With universal experiences like 9-11 it's easy to assume that everyone understands the emotions, the details, the mistakes, the images because we all lived through it. Except, "we" didn't. Many of our readers are not our peers. They were children or not even born when the things we write about (whether in non-fiction or fiction) were happening. So when we edit our work we have to be careful we aren't writing in the shorthand of people who experienced an event. We have to include enough information that even people who didn't live through a particular time period or event can understand how the world felt and reacted.
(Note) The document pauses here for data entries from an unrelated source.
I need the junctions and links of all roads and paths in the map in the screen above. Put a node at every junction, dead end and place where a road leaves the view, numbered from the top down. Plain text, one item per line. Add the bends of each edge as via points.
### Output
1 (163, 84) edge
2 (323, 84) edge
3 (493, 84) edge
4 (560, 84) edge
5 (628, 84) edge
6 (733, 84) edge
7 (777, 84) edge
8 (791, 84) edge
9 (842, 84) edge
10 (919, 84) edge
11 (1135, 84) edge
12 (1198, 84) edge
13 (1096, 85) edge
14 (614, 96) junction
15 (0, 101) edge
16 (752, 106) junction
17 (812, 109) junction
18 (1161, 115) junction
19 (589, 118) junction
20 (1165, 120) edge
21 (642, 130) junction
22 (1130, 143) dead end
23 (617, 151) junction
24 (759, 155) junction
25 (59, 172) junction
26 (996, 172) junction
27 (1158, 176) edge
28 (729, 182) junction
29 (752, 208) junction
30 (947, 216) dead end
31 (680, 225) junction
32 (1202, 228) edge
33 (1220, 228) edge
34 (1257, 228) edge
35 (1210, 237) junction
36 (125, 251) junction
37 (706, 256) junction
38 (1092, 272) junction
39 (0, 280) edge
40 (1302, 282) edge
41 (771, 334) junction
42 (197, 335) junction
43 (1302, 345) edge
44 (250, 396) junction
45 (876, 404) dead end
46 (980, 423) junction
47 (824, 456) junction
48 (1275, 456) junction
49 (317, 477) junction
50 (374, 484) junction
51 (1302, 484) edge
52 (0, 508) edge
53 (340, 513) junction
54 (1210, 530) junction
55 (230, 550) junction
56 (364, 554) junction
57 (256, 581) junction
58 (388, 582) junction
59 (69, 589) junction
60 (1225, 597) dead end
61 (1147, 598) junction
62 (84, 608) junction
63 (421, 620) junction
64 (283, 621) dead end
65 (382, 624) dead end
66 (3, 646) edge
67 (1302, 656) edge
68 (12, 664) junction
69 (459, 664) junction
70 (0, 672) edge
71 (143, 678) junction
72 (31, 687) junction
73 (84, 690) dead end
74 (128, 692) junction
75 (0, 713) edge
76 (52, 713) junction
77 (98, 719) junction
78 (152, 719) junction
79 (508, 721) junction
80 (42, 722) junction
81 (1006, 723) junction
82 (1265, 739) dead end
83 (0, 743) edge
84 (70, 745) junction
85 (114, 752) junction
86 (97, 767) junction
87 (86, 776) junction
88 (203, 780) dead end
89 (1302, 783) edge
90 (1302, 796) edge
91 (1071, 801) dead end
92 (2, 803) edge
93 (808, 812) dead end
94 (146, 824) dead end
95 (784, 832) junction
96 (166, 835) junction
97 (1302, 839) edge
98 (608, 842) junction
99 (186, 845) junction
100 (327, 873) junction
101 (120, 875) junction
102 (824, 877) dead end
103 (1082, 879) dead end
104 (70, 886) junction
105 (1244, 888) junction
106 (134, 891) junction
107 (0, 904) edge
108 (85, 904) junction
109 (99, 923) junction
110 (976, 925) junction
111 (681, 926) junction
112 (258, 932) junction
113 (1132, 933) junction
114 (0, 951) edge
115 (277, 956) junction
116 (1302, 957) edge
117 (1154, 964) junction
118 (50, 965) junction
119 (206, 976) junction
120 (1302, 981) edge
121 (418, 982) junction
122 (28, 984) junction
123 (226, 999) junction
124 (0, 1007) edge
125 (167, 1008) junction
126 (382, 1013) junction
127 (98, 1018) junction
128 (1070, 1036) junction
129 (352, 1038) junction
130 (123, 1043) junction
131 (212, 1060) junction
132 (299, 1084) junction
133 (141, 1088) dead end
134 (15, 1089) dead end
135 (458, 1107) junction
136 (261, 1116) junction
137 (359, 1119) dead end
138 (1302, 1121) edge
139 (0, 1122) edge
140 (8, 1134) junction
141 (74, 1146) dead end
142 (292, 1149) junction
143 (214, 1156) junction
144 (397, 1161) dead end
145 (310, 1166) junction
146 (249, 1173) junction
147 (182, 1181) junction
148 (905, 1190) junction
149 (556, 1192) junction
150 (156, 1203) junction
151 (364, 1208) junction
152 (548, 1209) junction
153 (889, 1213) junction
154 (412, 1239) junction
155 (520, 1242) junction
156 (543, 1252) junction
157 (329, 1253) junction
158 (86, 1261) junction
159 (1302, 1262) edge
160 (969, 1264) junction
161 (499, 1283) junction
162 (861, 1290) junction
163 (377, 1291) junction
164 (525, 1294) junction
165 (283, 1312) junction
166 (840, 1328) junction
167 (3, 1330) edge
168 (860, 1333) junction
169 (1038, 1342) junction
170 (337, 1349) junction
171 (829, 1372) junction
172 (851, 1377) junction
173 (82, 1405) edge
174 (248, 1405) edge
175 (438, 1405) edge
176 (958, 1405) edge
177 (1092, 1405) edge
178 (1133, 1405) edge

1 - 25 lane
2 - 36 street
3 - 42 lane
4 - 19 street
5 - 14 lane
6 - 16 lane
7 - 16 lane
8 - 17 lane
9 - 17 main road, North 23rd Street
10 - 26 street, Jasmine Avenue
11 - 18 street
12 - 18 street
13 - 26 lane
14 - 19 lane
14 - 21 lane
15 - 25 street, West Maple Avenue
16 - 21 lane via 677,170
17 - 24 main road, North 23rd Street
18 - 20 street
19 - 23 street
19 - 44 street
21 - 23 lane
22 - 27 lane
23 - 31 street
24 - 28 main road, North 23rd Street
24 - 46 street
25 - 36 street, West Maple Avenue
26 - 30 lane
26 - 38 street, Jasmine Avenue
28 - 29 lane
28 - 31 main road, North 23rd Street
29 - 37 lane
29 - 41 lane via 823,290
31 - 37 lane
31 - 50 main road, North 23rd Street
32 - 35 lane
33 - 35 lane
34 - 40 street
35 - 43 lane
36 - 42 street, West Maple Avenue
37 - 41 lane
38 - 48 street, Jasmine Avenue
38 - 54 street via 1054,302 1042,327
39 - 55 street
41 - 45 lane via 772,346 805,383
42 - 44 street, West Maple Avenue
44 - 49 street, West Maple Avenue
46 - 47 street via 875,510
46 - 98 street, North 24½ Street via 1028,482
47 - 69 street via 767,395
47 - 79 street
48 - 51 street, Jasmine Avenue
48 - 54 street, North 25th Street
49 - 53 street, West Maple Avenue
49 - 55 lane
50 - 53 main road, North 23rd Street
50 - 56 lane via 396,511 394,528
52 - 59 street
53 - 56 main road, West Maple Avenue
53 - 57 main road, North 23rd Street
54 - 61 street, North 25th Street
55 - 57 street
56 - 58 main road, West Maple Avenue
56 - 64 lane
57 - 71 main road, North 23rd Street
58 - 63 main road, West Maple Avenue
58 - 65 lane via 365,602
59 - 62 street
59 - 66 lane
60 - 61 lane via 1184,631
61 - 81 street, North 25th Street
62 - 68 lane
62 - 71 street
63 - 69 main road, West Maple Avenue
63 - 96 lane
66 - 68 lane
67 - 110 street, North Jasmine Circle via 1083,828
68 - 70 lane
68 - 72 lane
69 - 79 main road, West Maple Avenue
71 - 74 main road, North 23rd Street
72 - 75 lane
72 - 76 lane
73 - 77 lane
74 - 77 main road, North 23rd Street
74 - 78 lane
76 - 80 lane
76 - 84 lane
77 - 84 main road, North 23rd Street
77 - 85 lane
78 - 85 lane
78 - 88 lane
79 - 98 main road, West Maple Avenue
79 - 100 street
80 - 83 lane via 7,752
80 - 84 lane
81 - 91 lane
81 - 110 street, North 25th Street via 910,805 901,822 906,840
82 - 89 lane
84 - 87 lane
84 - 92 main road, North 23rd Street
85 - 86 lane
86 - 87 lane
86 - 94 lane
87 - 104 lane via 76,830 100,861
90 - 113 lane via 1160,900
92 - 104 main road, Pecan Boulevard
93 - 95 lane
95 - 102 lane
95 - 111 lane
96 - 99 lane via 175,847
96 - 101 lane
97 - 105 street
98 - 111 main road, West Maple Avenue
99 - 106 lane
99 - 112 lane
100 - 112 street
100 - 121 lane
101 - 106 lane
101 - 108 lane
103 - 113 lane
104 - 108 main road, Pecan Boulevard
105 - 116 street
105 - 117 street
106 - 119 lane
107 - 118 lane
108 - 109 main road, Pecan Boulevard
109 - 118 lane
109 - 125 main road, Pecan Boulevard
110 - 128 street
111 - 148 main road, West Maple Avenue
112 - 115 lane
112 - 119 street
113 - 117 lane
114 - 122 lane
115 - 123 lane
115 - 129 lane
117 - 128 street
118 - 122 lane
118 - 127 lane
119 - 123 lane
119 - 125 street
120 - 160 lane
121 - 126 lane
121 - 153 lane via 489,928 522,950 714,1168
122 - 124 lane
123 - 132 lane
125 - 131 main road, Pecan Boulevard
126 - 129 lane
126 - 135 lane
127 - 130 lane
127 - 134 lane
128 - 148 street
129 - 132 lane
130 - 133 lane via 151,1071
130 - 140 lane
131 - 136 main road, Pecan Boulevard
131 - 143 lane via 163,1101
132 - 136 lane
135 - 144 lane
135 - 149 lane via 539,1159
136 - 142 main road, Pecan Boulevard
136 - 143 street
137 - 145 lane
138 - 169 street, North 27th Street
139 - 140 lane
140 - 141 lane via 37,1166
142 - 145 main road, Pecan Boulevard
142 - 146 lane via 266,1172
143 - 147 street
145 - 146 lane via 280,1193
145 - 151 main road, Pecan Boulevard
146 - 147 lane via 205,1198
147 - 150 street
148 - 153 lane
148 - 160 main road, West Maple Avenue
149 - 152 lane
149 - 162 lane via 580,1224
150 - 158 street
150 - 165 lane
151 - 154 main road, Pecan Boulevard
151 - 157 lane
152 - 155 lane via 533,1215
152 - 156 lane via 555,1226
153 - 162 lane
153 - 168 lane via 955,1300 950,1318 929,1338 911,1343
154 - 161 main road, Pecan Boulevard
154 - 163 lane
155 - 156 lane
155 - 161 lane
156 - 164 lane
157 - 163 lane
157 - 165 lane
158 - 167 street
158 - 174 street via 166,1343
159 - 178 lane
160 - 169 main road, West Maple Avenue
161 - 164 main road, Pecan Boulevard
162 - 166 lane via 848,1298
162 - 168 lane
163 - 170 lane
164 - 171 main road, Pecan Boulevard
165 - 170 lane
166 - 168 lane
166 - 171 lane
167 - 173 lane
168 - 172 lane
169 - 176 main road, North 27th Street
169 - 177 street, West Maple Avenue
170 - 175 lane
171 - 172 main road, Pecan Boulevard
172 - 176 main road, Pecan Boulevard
I think especially with fiction set in the recent past we can create characters that younger readers don't fully understand. So take time to provide some background facts about the time period and how the world as it was affected the emotions and decisions of your characters. Don't overlook the fact that although for us what we write about is personal, for some of our readers it's history.
Jodi M. Webb is writer living in Pennsylvania who also is a WOW blog tour manager. Her next tours will be Sugarland by Martha Conway, a novel that involves murder, Chicago and 1920s jazz clubs and Creative Visualization for Writers by Nina Amir, an insiprational writing boost. Contact her at jodi@wow-womeonwriting.com if you're interested in joining either tour. You can find her blogging about books at Building Bookshelves.
Great advice, Jodi! Something that we "older" writers are apt to forget. As always, I so appreciate WOW!
ReplyDeleteExcellent post, Jodi! They did a show on NPR a while back that explored this very topic on the world before/after 9/11 and interviewed kids who've always lived in the "after"--it was fascinating, and you're right, it makes you realize that although we live in the same world, we see things so differently with age. Thanks for the reminder to share some history when writing. It's something I often forget to do because I assume readers are in the know!